Conley of NYU studied the income research from yet another angle. In a May 2005 National Bureau of Economic Research online publication, Conley looked at brothers raised in the same home with one brother ending up short, the other tall. Conley found no income differences. “When you compare brothers with the same diet, the same cultural background and educational opportunities, it turns out that male height has no effect,” he says. “The notion is still very strong that there’s a social bias against short men. But they do just fine despite that perception.”
Problem for boys and girls
More than half the kids being treated with growth hormone for unexplained short stature are boys. When girls are referred, according to a February 2005 study in the Journal of Pediatrics, they show up at the doctor’s office later -- 35 months after falling off their expected growth curve, compared with 24 months for boys.
Despite society keeping a closer eye on boys’ height, short girls can suffer too, though, like Kyra Stark, 14, of Sherman Oaks, they might have a bit of extra fun in the early years.
She was always the shortest kid in class. “I could hide anywhere. I could fit inside Barbie’s Dream House until I was about 9,” she says. “It was cool.” Teachers used to say she was like a doll, and classmates couldn’t stop carrying her around. “The teachers would have to keep telling the other kids to put her down,” says Shelley Eisinger Stark, Kyra’s mother. Eisinger Stark worried that her daughter would never be taken seriously, would never be able to activate an automobile air bag and would need a specially equipped kitchen with a never-ending supply of step stools to reach counters. There was never an explanation for Kyra’s slow growth, but her doctor’s best guess was that she’d probably top off at 4 feet, 6 inches without growth hormone. Kyra’s mother is 5 feet, 1.5 inches and her father is just taller than 6 feet. Eisinger Stark never minded her own short stature but worried that her daughter’s even more extreme shortness might cause her problems. “Picture a 40-year-old woman,” she says. “I don’t know how seriously you’d be taken at 4 feet 6.” So Kyra started the injections in September 2005, when she was about 4 foot 3. At her last check-up in December, she measured 4 feet, 10 inches.
“I’m hoping to get her to four-eleven,” says Eisinger Stark. “Then I’m willing to stop and thank my lucky stars.”
That would be 2 1/2 inches taller than Ellen Frankel’s final height. She’s a social worker in Marblehead, Mass., and author of “Beyond Measure: A Memoir about Short Stature and Inner Growth.” At 45, Frankel is still patted on the head by strangers, called a “little girl” and once was even lifted off her feet at a business meeting.

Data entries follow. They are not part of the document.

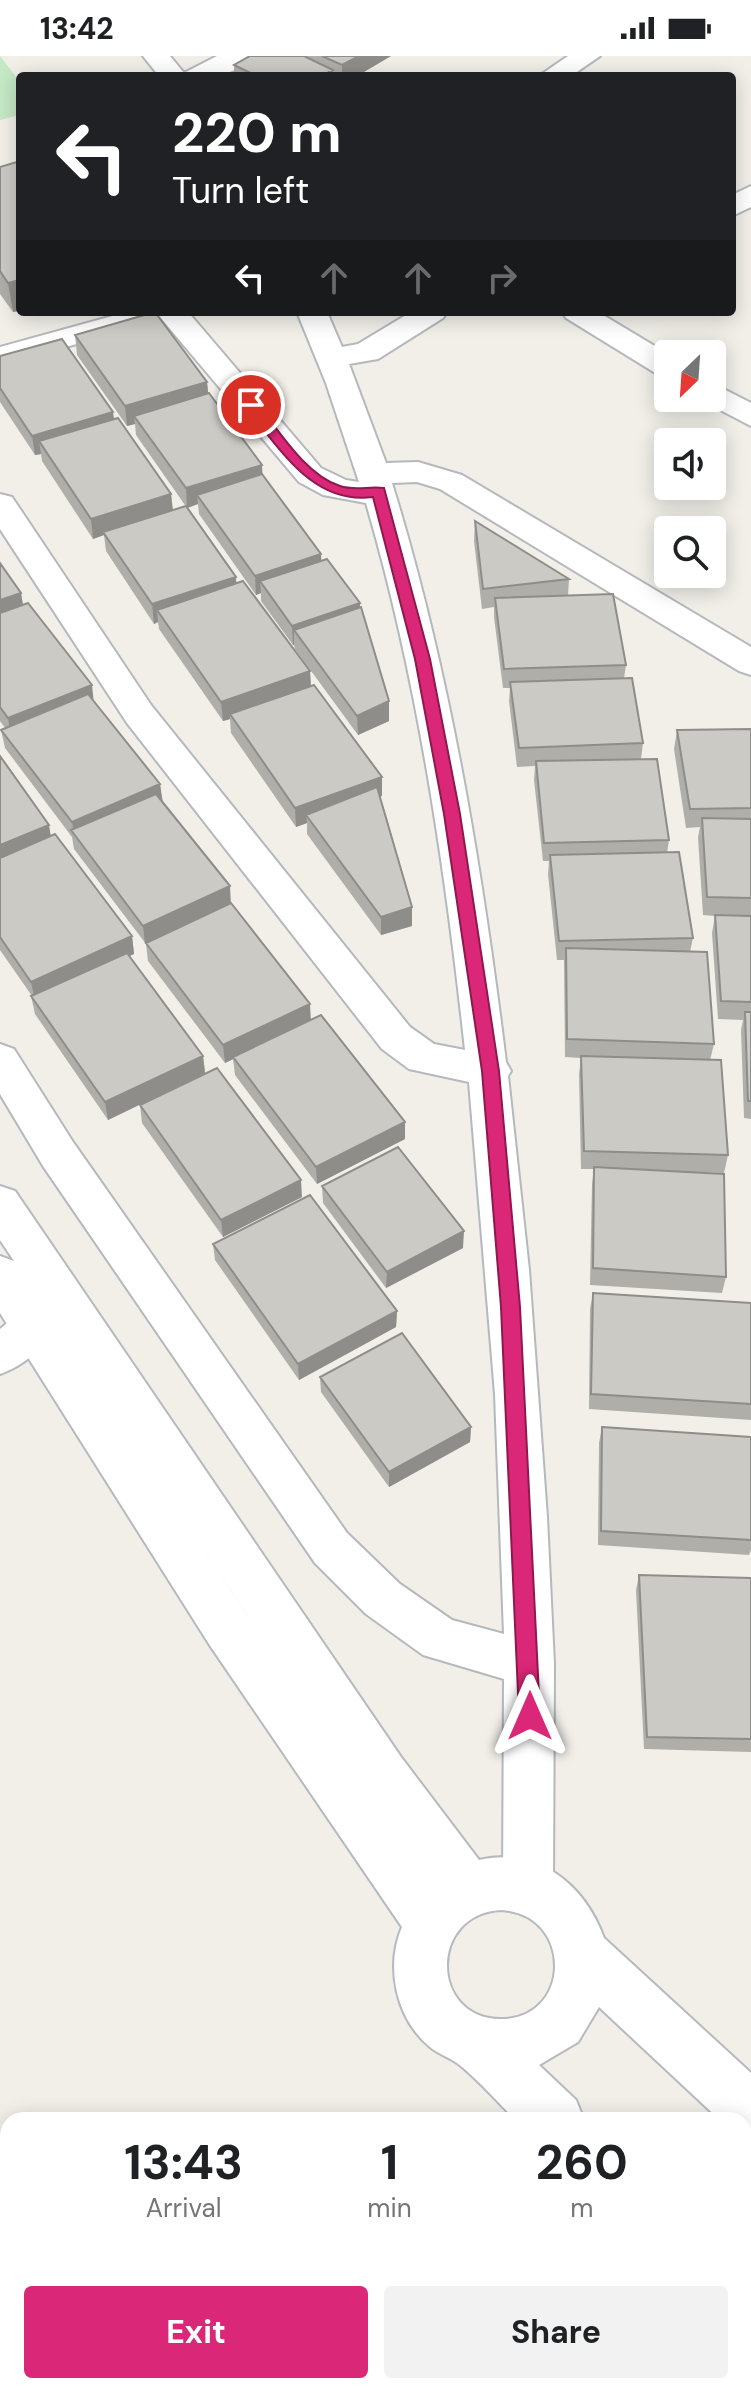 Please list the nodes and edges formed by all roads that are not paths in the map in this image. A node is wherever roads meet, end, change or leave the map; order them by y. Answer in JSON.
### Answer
{"nodes":[{"id":1,"x":156,"y":56,"type":"edge"},
{"id":2,"x":239,"y":56,"type":"edge"},
{"id":3,"x":587,"y":56,"type":"edge"},
{"id":4,"x":170,"y":72,"type":"edge"},
{"id":5,"x":205,"y":72,"type":"edge"},
{"id":6,"x":559,"y":72,"type":"edge"},
{"id":7,"x":144,"y":316,"type":"edge"},
{"id":8,"x":175,"y":316,"type":"edge"},
{"id":9,"x":314,"y":316,"type":"edge"},
{"id":10,"x":426,"y":316,"type":"edge"},
{"id":11,"x":584,"y":316,"type":"edge"},
{"id":12,"x":0,"y":356,"type":"edge"},
{"id":13,"x":333,"y":358,"type":"junction"},
{"id":14,"x":654,"y":359,"type":"edge"},
{"id":15,"x":726,"y":401,"type":"edge"},
{"id":16,"x":751,"y":416,"type":"edge"},
{"id":17,"x":376,"y":483,"type":"junction"},
{"id":18,"x":0,"y":504,"type":"edge"},
{"id":19,"x":751,"y":663,"type":"edge"},
{"id":20,"x":0,"y":1060,"type":"edge"},
{"id":21,"x":491,"y":1071,"type":"junction"},
{"id":22,"x":0,"y":1204,"type":"edge"},
{"id":23,"x":0,"y":1275,"type":"edge"},
{"id":24,"x":17,"y":1341,"type":"edge"},
{"id":25,"x":530,"y":1664,"type":"junction"},
{"id":26,"x":528,"y":1888,"type":"junction"},
{"id":27,"x":449,"y":1906,"type":"junction"},
{"id":28,"x":582,"y":1954,"type":"junction"},
{"id":29,"x":477,"y":2044,"type":"junction"},
{"id":30,"x":751,"y":2111,"type":"edge"},
{"id":31,"x":548,"y":2112,"type":"edge"}],
"edges":[{"from":1,"to":4,"type":"street"},
{"from":2,"to":5,"type":"street"},
{"from":3,"to":6,"type":"street"},
{"from":7,"to":12,"type":"street"},
{"from":8,"to":17,"type":"street"},
{"from":9,"to":13,"type":"street"},
{"from":10,"to":13,"type":"street"},
{"from":11,"to":14,"type":"street"},
{"from":13,"to":17,"type":"street"},
{"from":15,"to":16,"type":"street"},
{"from":17,"to":19,"type":"street"},
{"from":17,"to":21,"type":"street"},
{"from":18,"to":21,"type":"street"},
{"from":20,"to":25,"type":"street"},
{"from":21,"to":25,"type":"street"},
{"from":22,"to":27,"type":"street"},
{"from":23,"to":24,"type":"street"},
{"from":24,"to":27,"type":"street"},
{"from":25,"to":26,"type":"street"},
{"from":26,"to":27,"type":"street"},
{"from":26,"to":28,"type":"street"},
{"from":27,"to":29,"type":"street"},
{"from":28,"to":29,"type":"street"},
{"from":28,"to":30,"type":"street"},
{"from":29,"to":31,"type":"street"}]}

Despite those outward signs of disrespect, she worries about treating a cultural bias against short people with a pharmaceutical solution. “We’re just medicalizing a social prejudice,” she says.
Fost has the same concern. But, he says, at the extreme margin of normal height identified by the FDA guidelines, in which social stigma is joined by very real problems, such as driving a standard car, reaching shelves or finding a life partner, “Let’s bring them into the normal range.”